I wonder how this interacts with heavily developed provinces and especially the south eastern asia countries with their "Gain 100% from concentrate development" government reform.We all know 1.31 concentrate gave results to crazy capitals, and there was a lot of controversy on whether that was "good" or not (I didn't mind, but I do understand the sentiments of people expecting realism/their notion of balance, so I won't argue about that part). Now it turns out that on 1.32 with the new changes, you cannot concentrate dev if it does not raise the development of your capital by at least one.
View attachment 772213
(Cicigar is 3/3/1, which under 1.31 rules would make it 2/2/1 post concentrate)
So what does that mean? Well, due to horrendous dev cost scaling, it means that once your capital is at a reasonable dev, you can barely use concentrate dev, and the only way to use it past the first few decades is to move your capital. I guess what I had in mind with new concentrate is that it lets you burn dev even if it won't raise your capital's development, which I suppose can cause it to be a trap button for some players, so I do understand this block.

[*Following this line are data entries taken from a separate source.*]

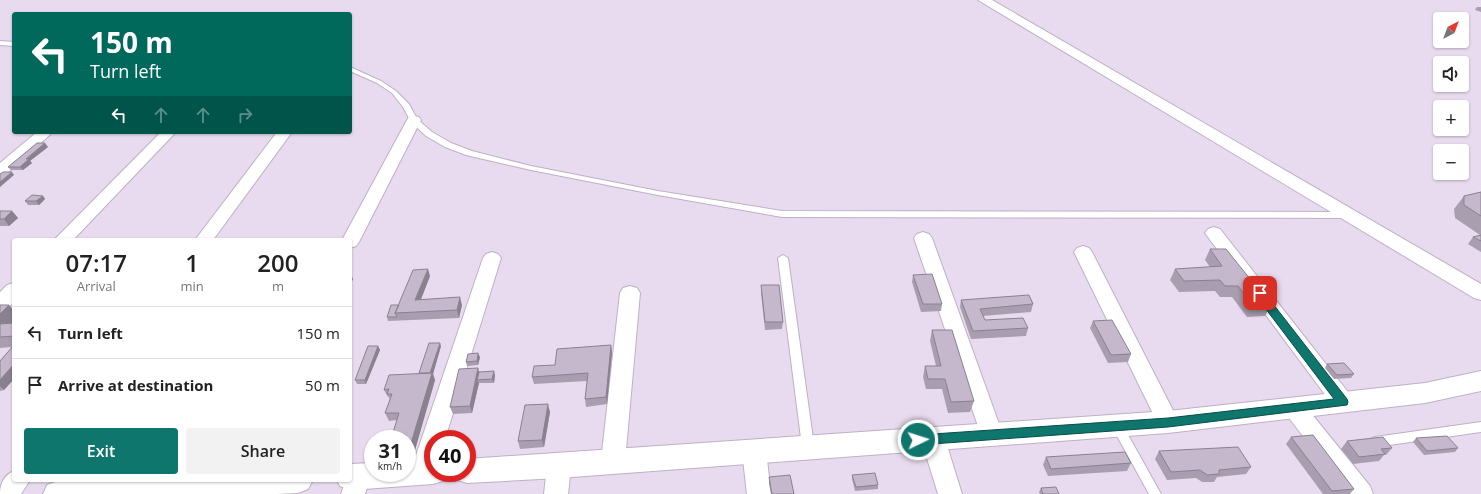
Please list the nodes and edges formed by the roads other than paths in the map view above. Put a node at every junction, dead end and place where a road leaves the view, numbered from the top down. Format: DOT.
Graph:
graph roads {
  1 [pos="984,0"];
  2 [pos="0,43"];
  3 [pos="12,44"];
  4 [pos="352,70"];
  5 [pos="414,120"];
  6 [pos="44,134"];
  7 [pos="167,134"];
  8 [pos="284,134"];
  9 [pos="0,171"];
  10 [pos="1348,215"];
  11 [pos="1214,233"];
  12 [pos="65,238"];
  13 [pos="206,238"];
  14 [pos="352,238"];
  15 [pos="923,238"];
  16 [pos="1082,252"];
  17 [pos="492,258"];
  18 [pos="783,258"];
  19 [pos="12,292"];
  20 [pos="630,293"];
  21 [pos="1481,293"];
  22 [pos="0,304"];
  23 [pos="1481,381"];
  24 [pos="1343,402"];
  25 [pos="1294,408"];
  26 [pos="1168,422"];
  27 [pos="1118,426"];
  28 [pos="1481,427"];
  29 [pos="436,430"];
  30 [pos="992,435"];
  31 [pos="933,439"];
  32 [pos="1364,444"];
  33 [pos="809,448"];
  34 [pos="754,451"];
  35 [pos="613,461"];
  36 [pos="560,466"];
  37 [pos="476,471"];
  38 [pos="424,473"];
  39 [pos="16,482"];
  40 [pos="224,482"];
  41 [pos="354,482"];
  42 [pos="157,491"];
  43 [pos="7,494"];
  44 [pos="58,494"];
  45 [pos="556,494"];
  46 [pos="759,494"];
  47 [pos="950,494"];
  48 [pos="1155,494"];
  49 [pos="1361,494"];
  1 -- 10 [label="street"];
  2 -- 3 [label="lane"];
  4 -- 5 [label="lane"];
  5 -- 10 [label="lane"];
  5 -- 14 [label="street"];
  6 -- 9 [label="street"];
  7 -- 12 [label="street"];
  8 -- 13 [label="street"];
  10 -- 21 [label="street"];
  11 -- 24 [label="street"];
  15 -- 30 [label="street"];
  16 -- 26 [label="street"];
  17 -- 29 [label="street"];
  18 -- 33 [label="lane"];
  19 -- 22 [label="street"];
  20 -- 35 [label="street"];
  23 -- 24 [label="street"];
  24 -- 25 [label="street"];
  25 -- 26 [label="street"];
  25 -- 49 [label="street"];
  26 -- 27 [label="street"];
  27 -- 30 [label="street"];
  27 -- 48 [label="lane"];
  28 -- 32 [label="lane"];
  30 -- 31 [label="street"];
  31 -- 33 [label="street"];
  31 -- 47 [label="street"];
  33 -- 34 [label="street"];
  34 -- 35 [label="street"];
  34 -- 46 [label="street"];
  35 -- 36 [label="street"];
  36 -- 37 [label="street"];
  36 -- 45 [label="street"];
  38 -- 41 [label="street"];
  39 -- 43 [label="street"];
  40 -- 42 [label="street"];
  42 -- 44 [label="street"];
}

Perhaps a good compromise would be to introduce some sort of "concentrate development progress bar" that lets you deal with these cases when the state you are concentrating is not wealthy enough? Or maybe concentrate should pick another stated province to send development off to?
My screenshot is certainly exaggerating the problem (it's already 1446 and I can't use it) due to Oirat's capital being mountain and me conquering much more aggressively than a typical run, but I think more ordinary playthroughs will still easily hit this problem pretty quickly, say within 1500. I suppose mil tech reducing points razed, which I'm assuming will impact how concentrating works would make it worse and worse.
So, the question is... should concentrate essentially be unclickable after the early game unless you move capitals around? I obviously have my own agenda here, since the ability to burn uncored dev (I don't care about capital dev) helps WCs a lot, but even when considering more "normal" playstyles, I feel like this phenomenon is not very good, which is why I'm making this post.
It can still be used for playing Tall. For me playing tall is small-medium sized country with a lot of dev with a good number of vassals. Vassals can still be concentrated, so it can be used for it at the very least.The real reason why they created it is to answer to the crowd crying for having a tall play mechanics.
But they were wrong badly and was stated in DD for Leviathan than it will benefit more for wide than tall play. And still, they sold it as a tall feature in the advertising for Leviathan XD
For reference: https://forum.paradoxplaza.com/foru...elopment-diary-23rd-of-february-2021.1458761/
- Added feature to pillage capital to allow just malicious pillaging with no gain if what you're pillaging doesn't buy you anything at your capital.
I think so. @Destaloss asked about being able to maliciously pillaging enemy capitals earlier in the thread, and I thought this might answer some of their questions. Sorry, I should have replied to his comment.Thats just for peacedeals no?
- Added feature to pillage capital to allow just malicious pillaging with no gain if what you're pillaging doesn't buy you anything at your capital.